The entries that follow should come back exactly, with no pictures among them.

- _Material to process_:
..........
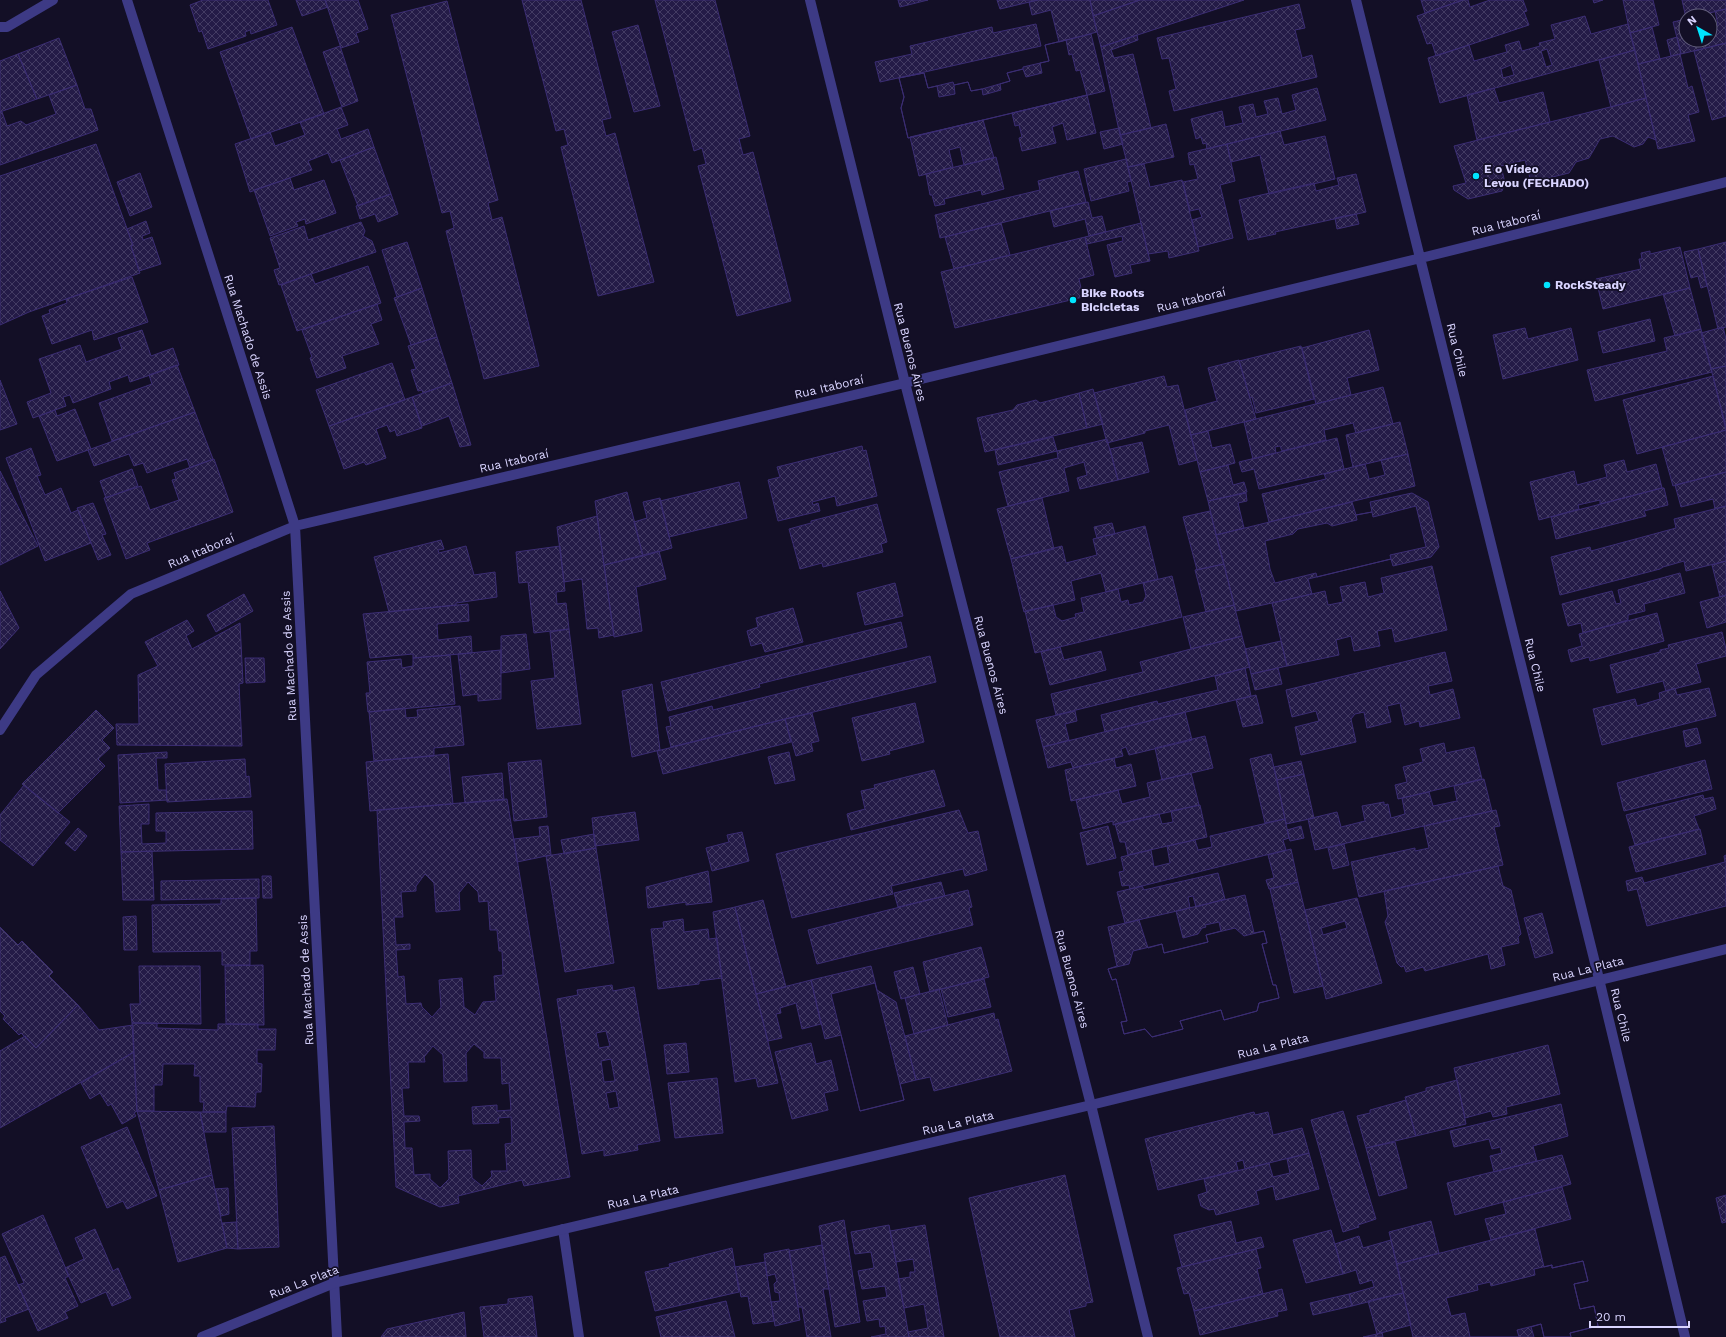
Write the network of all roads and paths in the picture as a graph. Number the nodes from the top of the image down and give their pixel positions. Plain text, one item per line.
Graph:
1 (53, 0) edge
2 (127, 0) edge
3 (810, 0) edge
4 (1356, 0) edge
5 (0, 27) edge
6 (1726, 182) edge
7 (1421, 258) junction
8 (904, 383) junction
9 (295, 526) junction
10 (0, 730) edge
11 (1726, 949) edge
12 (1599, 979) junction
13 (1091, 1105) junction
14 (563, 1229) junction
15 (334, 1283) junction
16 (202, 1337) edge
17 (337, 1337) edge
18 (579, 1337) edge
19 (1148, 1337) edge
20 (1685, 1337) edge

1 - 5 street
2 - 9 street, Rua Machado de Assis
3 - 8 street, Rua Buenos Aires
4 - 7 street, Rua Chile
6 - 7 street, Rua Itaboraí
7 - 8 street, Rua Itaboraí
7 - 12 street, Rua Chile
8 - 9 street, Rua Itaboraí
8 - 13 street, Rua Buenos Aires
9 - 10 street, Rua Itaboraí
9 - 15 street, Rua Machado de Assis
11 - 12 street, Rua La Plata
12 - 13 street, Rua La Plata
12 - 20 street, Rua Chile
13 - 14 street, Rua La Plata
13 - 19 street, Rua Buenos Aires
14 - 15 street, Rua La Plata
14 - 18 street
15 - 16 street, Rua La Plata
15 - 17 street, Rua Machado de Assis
..........
- _Exercise output_:
Write the network of all roads and paths in the picture as a graph. Number the nodes from the top of the image down and give their pixel positions. Plain text, one item per line.
Graph:
1 (53, 0) edge
2 (127, 0) edge
3 (810, 0) edge
4 (1356, 0) edge
5 (0, 27) edge
6 (1726, 182) edge
7 (1421, 258) junction
8 (904, 383) junction
9 (295, 526) junction
10 (0, 730) edge
11 (1726, 949) edge
12 (1599, 979) junction
13 (1091, 1105) junction
14 (563, 1229) junction
15 (334, 1283) junction
16 (202, 1337) edge
17 (337, 1337) edge
18 (579, 1337) edge
19 (1148, 1337) edge
20 (1685, 1337) edge

1 - 5 street
2 - 9 street, Rua Machado de Assis
3 - 8 street, Rua Buenos Aires
4 - 7 street, Rua Chile
6 - 7 street, Rua Itaboraí
7 - 8 street, Rua Itaboraí
7 - 12 street, Rua Chile
8 - 9 street, Rua Itaboraí
8 - 13 street, Rua Buenos Aires
9 - 10 street, Rua Itaboraí
9 - 15 street, Rua Machado de Assis
11 - 12 street, Rua La Plata
12 - 13 street, Rua La Plata
12 - 20 street, Rua Chile
13 - 14 street, Rua La Plata
13 - 19 street, Rua Buenos Aires
14 - 15 street, Rua La Plata
14 - 18 street
15 - 16 street, Rua La Plata
15 - 17 street, Rua Machado de Assis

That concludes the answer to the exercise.